Action item — What you return should be each line of the data containing the string "main".

········

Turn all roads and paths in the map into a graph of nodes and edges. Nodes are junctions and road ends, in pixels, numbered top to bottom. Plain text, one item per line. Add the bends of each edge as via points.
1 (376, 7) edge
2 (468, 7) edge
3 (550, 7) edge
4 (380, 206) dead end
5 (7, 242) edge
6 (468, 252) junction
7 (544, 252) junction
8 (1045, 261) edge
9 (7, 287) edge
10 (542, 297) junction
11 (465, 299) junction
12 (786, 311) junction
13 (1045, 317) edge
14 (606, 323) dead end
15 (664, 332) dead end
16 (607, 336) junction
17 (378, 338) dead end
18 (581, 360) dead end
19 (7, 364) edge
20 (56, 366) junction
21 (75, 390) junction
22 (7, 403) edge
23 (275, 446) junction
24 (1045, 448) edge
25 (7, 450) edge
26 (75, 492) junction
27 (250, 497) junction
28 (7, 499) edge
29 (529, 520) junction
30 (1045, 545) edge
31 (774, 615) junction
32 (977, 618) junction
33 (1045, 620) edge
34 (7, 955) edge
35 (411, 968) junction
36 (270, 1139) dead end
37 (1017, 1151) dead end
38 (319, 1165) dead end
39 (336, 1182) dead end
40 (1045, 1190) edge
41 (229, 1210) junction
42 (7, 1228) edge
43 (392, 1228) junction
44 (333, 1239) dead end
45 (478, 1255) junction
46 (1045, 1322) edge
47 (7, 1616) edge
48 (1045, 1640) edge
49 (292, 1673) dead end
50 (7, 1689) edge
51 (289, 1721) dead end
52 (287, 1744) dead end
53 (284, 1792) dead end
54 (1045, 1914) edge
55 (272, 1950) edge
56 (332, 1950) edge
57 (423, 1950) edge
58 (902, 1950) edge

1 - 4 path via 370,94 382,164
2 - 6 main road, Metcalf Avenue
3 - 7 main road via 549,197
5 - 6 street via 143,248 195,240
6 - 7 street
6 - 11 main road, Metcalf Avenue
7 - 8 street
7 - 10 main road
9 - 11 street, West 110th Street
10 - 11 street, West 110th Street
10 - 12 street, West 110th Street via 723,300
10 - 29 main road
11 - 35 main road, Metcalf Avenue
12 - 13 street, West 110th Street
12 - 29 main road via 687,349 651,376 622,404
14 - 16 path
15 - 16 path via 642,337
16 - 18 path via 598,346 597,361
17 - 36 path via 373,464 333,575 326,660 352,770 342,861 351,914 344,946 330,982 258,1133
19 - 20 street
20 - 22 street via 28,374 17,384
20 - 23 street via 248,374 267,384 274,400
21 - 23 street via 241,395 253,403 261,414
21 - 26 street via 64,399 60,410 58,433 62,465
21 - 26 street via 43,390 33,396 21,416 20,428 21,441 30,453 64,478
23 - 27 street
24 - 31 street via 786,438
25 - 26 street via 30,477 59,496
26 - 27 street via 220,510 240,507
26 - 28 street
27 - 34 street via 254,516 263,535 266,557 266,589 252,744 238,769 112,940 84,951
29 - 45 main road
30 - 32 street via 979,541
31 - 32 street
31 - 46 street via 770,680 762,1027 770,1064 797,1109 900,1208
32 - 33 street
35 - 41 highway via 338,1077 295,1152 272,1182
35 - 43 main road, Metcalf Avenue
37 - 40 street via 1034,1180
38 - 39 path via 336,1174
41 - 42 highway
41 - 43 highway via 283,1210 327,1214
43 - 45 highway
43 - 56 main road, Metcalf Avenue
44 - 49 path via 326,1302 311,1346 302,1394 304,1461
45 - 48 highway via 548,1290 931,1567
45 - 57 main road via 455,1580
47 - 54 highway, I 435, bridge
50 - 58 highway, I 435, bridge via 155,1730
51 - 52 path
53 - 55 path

········

Result of the task —
2 - 6 main road, Metcalf Avenue
3 - 7 main road via 549,197
6 - 11 main road, Metcalf Avenue
7 - 10 main road
10 - 29 main road
11 - 35 main road, Metcalf Avenue
12 - 29 main road via 687,349 651,376 622,404
29 - 45 main road
35 - 43 main road, Metcalf Avenue
43 - 56 main road, Metcalf Avenue
45 - 57 main road via 455,1580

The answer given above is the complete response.